◆ **What you will do**
Copy only this range: the line with "Road topology of the street" through the final line of the material, inclusive at both ends.

Records for the exercise below:

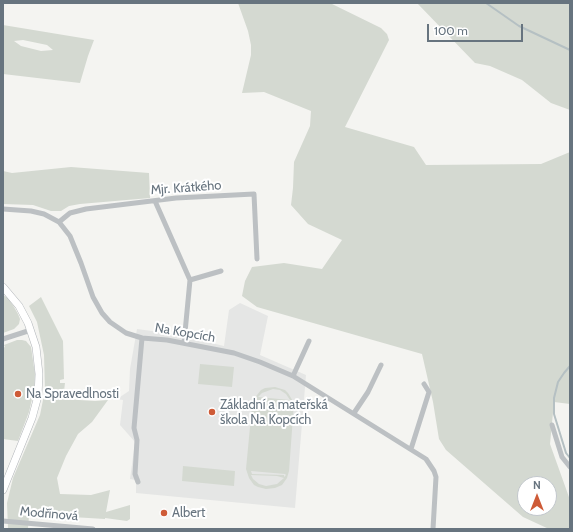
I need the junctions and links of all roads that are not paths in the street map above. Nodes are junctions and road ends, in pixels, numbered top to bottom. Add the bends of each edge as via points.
1 (155, 201) junction
2 (3, 209) edge
3 (59, 222) junction
4 (257, 259) dead end
5 (221, 271) dead end
6 (190, 280) junction
7 (3, 287) edge
8 (31, 330) junction
9 (142, 338) junction
10 (3, 339) edge
11 (310, 341) dead end
12 (184, 343) junction
13 (381, 365) dead end
14 (293, 376) junction
15 (424, 384) dead end
16 (354, 413) junction
17 (552, 425) dead end
18 (412, 449) junction
19 (570, 467) edge
20 (138, 482) dead end
21 (4, 487) edge
22 (3, 520) edge
23 (93, 529) edge
24 (433, 529) edge

1 - 3 street, Mjr. Krátkého via 78,211 70,213
1 - 4 street, Mjr. Krátkého via 254,194
1 - 6 street
2 - 3 street via 44,214
3 - 9 street via 70,236 93,297 102,313 126,333
5 - 6 street
6 - 12 street
7 - 8 main road via 19,306
8 - 10 street
8 - 21 main road via 38,361 38,396 30,425
9 - 12 street, Na Kopcích
9 - 20 street, Na Kopcích via 134,428 137,440 135,474
11 - 14 street
12 - 14 street, Na Kopcích via 234,353
13 - 16 street
14 - 16 street, Na Kopcích
15 - 18 street via 429,392
16 - 18 street, Na Kopcích
17 - 19 street via 562,457
18 - 24 street, Na Kopcích via 426,458 434,471 436,485
22 - 23 street, Modřínová

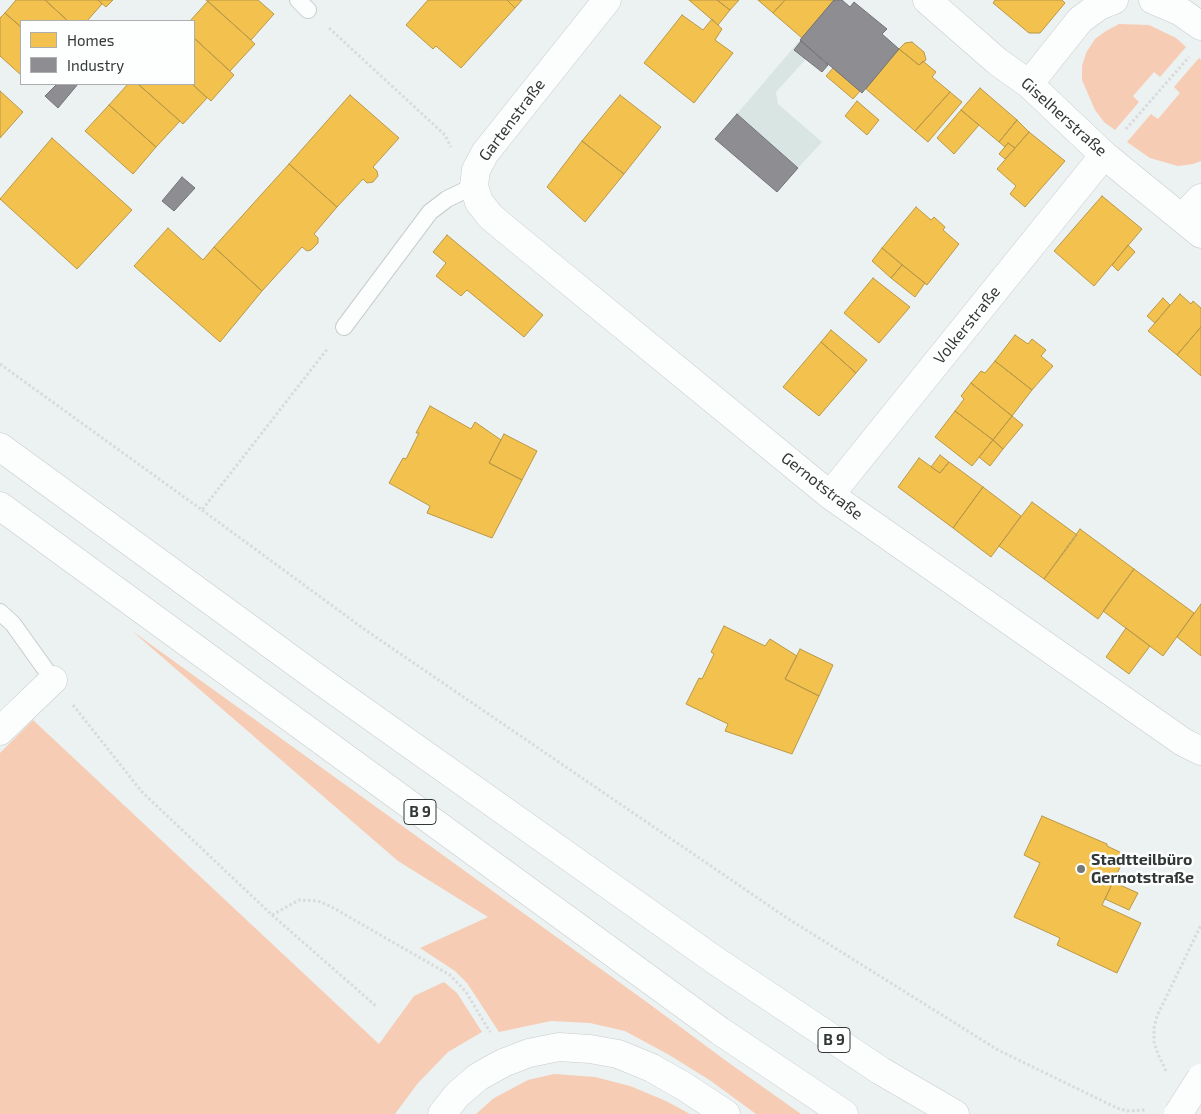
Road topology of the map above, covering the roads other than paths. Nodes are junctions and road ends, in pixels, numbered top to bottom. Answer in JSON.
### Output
{"nodes":[{"id":1,"x":607,"y":0,"type":"edge"},
{"id":2,"x":927,"y":0,"type":"edge"},
{"id":3,"x":1114,"y":0,"type":"edge"},
{"id":4,"x":1153,"y":0,"type":"edge"},
{"id":5,"x":1201,"y":26,"type":"edge"},
{"id":6,"x":1029,"y":84,"type":"junction"},
{"id":7,"x":1104,"y":155,"type":"junction"},
{"id":8,"x":474,"y":186,"type":"junction"},
{"id":9,"x":1201,"y":198,"type":"edge"},
{"id":10,"x":1192,"y":226,"type":"edge"},
{"id":11,"x":344,"y":327,"type":"road end"},
{"id":12,"x":0,"y":447,"type":"edge"},
{"id":13,"x":830,"y":495,"type":"junction"},
{"id":14,"x":0,"y":506,"type":"edge"},
{"id":15,"x":0,"y":612,"type":"edge"},
{"id":16,"x":53,"y":680,"type":"joint"},
{"id":17,"x":0,"y":731,"type":"edge"},
{"id":18,"x":1201,"y":751,"type":"edge"},
{"id":19,"x":1201,"y":1078,"type":"edge"},
{"id":20,"x":442,"y":1114,"type":"edge"},
{"id":21,"x":726,"y":1114,"type":"edge"},
{"id":22,"x":844,"y":1114,"type":"edge"},
{"id":23,"x":955,"y":1114,"type":"edge"},
{"id":24,"x":1178,"y":1114,"type":"edge"}],
"edges":[{"from":1,"to":8,"type":"main road","name":"Gartenstraße"},
{"from":2,"to":6,"type":"main road","name":"Giselherstraße"},
{"from":3,"to":6,"type":"main road"},
{"from":4,"to":5,"type":"main road"},
{"from":6,"to":7,"type":"main road","name":"Giselherstraße"},
{"from":7,"to":10,"type":"main road","name":"Giselherstraße"},
{"from":7,"to":13,"type":"main road","name":"Volkerstraße"},
{"from":8,"to":11,"type":"lane"},
{"from":8,"to":13,"type":"main road","name":"Gernotstraße"},
{"from":9,"to":10,"type":"main road"},
{"from":12,"to":23,"type":"main road","number":"B 9"},
{"from":13,"to":18,"type":"main road","name":"Gernotstraße"},
{"from":14,"to":22,"type":"main road","number":"B 9"},
{"from":15,"to":16,"type":"lane"},
{"from":16,"to":17,"type":"main road"},
{"from":19,"to":24,"type":"main road","bridge":true},
{"from":20,"to":21,"type":"main road"}]}
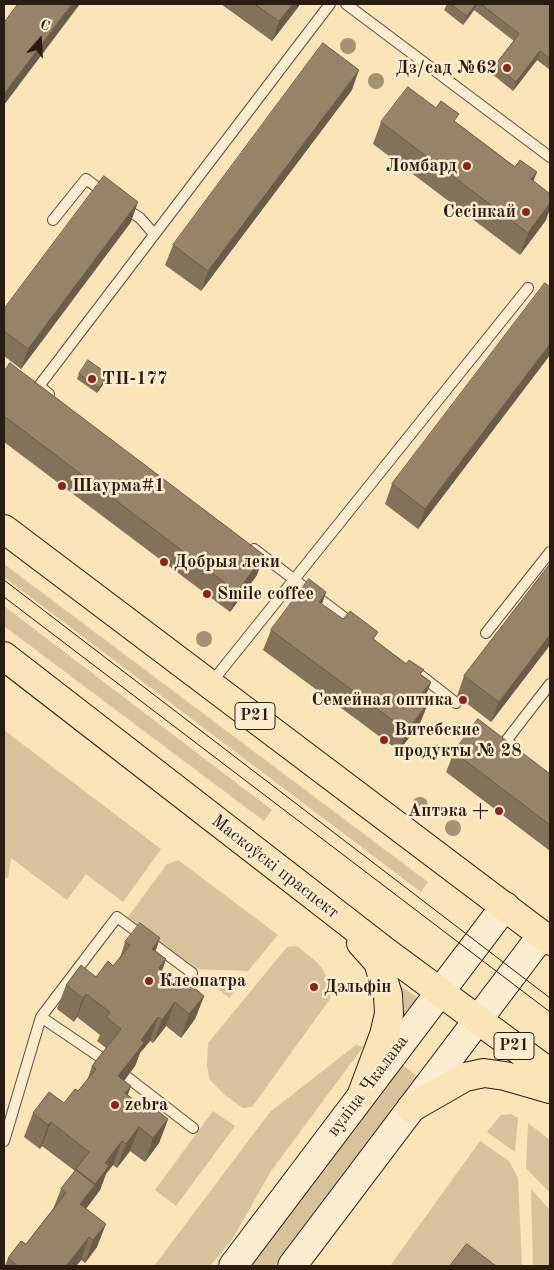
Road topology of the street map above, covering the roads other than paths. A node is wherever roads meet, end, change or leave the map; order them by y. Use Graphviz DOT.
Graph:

End of Records for the exercise.

◆ **Solution for this exercise**
Road topology of the street map above, covering the roads other than paths. A node is wherever roads meet, end, change or leave the map; order them by y. Use Graphviz DOT.
Graph:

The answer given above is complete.